══ DATA TO EXAMINE ══

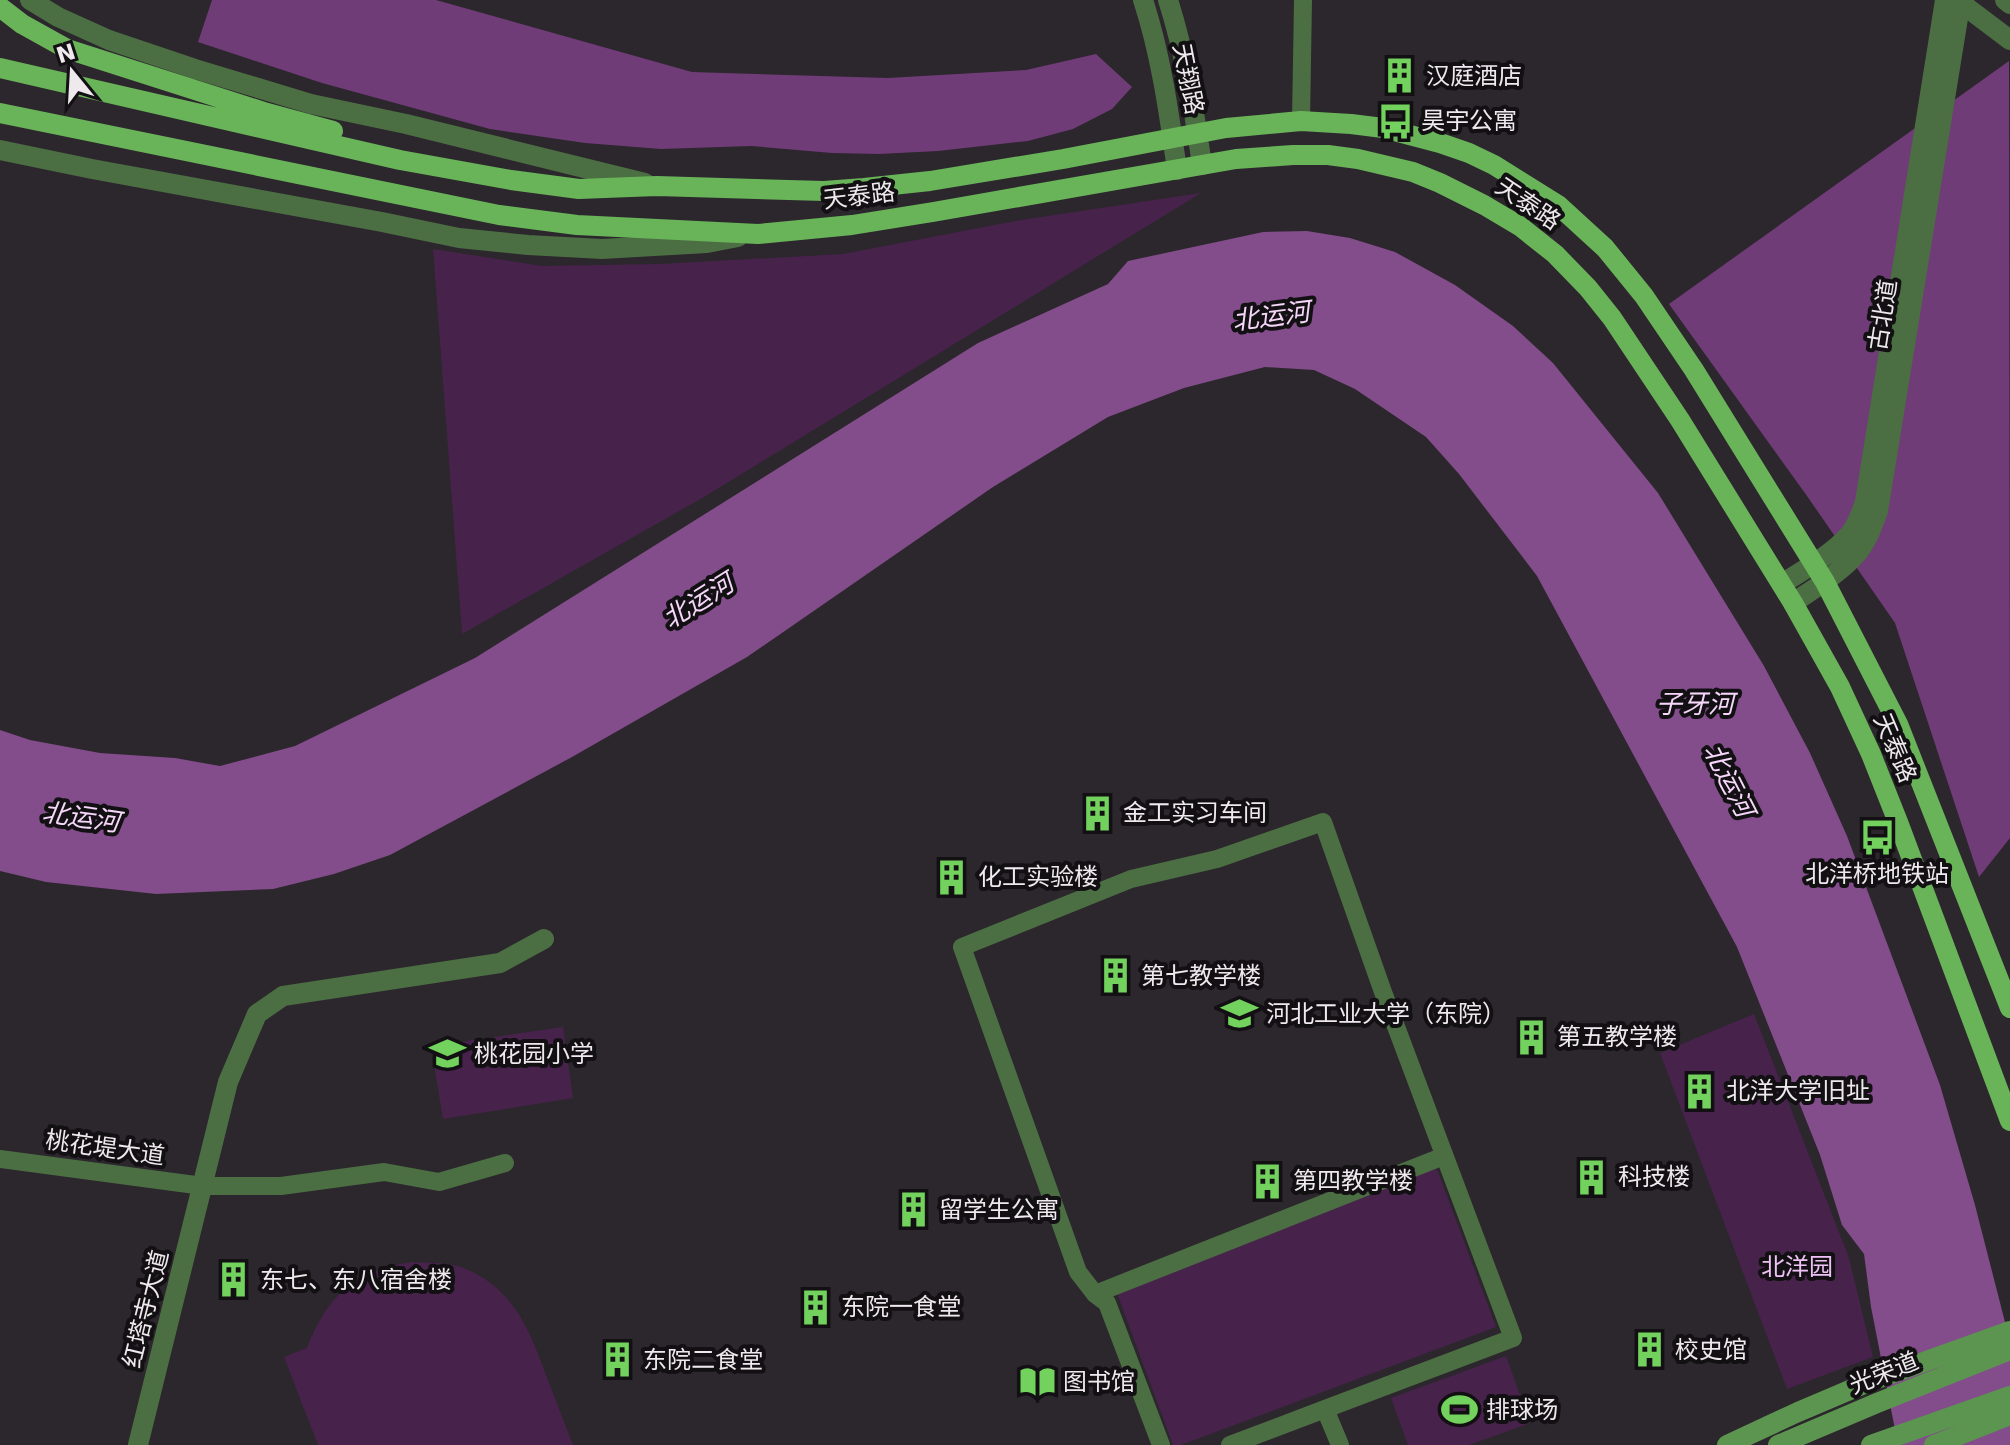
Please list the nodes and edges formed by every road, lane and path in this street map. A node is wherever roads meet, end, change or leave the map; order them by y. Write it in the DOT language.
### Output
graph roads {
  1 [pos="5,0"];
  2 [pos="30,0"];
  3 [pos="1143,0"];
  4 [pos="1168,0"];
  5 [pos="1303,0"];
  6 [pos="1984,0"];
  7 [pos="1956,1"];
  8 [pos="0,5"];
  9 [pos="2010,38"];
  10 [pos="0,68"];
  11 [pos="0,113"];
  12 [pos="1301,121"];
  13 [pos="1197,133"];
  14 [pos="1173,138"];
  15 [pos="0,150"];
  16 [pos="1202,165"];
  17 [pos="1177,170"];
  18 [pos="511,180"];
  19 [pos="657,186"];
  20 [pos="758,234"];
  21 [pos="1814,564"];
  22 [pos="1825,582"];
  23 [pos="1782,584"];
  24 [pos="1793,603"];
  25 [pos="544,939"];
  26 [pos="2010,1008"];
  27 [pos="2010,1121"];
  28 [pos="1444,1156"];
  29 [pos="0,1159"];
  30 [pos="505,1163"];
  31 [pos="203,1186"];
  32 [pos="1095,1294"];
  33 [pos="2010,1331"];
  34 [pos="2010,1350"];
  35 [pos="2010,1396"];
  36 [pos="1325,1409"];
  37 [pos="2010,1415"];
  38 [pos="1880,1442"];
  39 [pos="138,1445"];
  40 [pos="1161,1445"];
  41 [pos="1230,1445"];
  42 [pos="1340,1445"];
  43 [pos="1727,1445"];
  44 [pos="1778,1445"];
  45 [pos="1934,1445"];
  1 -- 8 [label="street"];
  2 -- 19 [label="street"];
  3 -- 14 [label="street, 天翔路"];
  4 -- 13 [label="street, 天翔路"];
  5 -- 12 [label="street"];
  6 -- 9 [label="street"];
  7 -- 9 [label="street"];
  7 -- 21 [label="street, 古北道"];
  7 -- 22 [label="street, 古北道"];
  8 -- 18 [label="main road"];
  10 -- 18 [label="main road"];
  11 -- 20 [label="main road, 天泰路"];
  12 -- 13 [label="main road, 天泰路"];
  12 -- 21 [label="main road, 天泰路"];
  13 -- 14 [label="main road, 天泰路"];
  13 -- 16 [label="street, 天翔路"];
  14 -- 17 [label="street, 天翔路"];
  14 -- 19 [label="main road, 天泰路"];
  15 -- 20 [label="street"];
  16 -- 17 [label="main road, 天泰路"];
  16 -- 23 [label="main road, 天泰路"];
  17 -- 20 [label="main road, 天泰路"];
  18 -- 19 [label="main road, 天泰路"];
  21 -- 22 [label="main road, 天泰路"];
  21 -- 23 [label="street, 古北道"];
  22 -- 24 [label="street, 古北道"];
  22 -- 26 [label="main road, 天泰路"];
  23 -- 24 [label="main road, 天泰路"];
  24 -- 27 [label="main road, 天泰路"];
  25 -- 31 [label="street, 红塔寺大道"];
  28 -- 32 [label="street"];
  28 -- 32 [label="street"];
  28 -- 36 [label="street"];
  29 -- 31 [label="street, 桃花堤大道"];
  30 -- 31 [label="street, 桃花堤大道"];
  31 -- 39 [label="street, 红塔寺大道"];
  32 -- 40 [label="street"];
  33 -- 43 [label="main road"];
  34 -- 44 [label="main road, 光荣道"];
  35 -- 38 [label="main road"];
  36 -- 41 [label="street"];
  36 -- 42 [label="street"];
  37 -- 45 [label="main road"];
}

═══

- TASK DIRECTIONS
Among the lines of the data, which ones contain the word "桃花堤大道"? Show them.

- WORKED SOLUTION
  29 -- 31 [label="street, 桃花堤大道"];
  30 -- 31 [label="street, 桃花堤大道"];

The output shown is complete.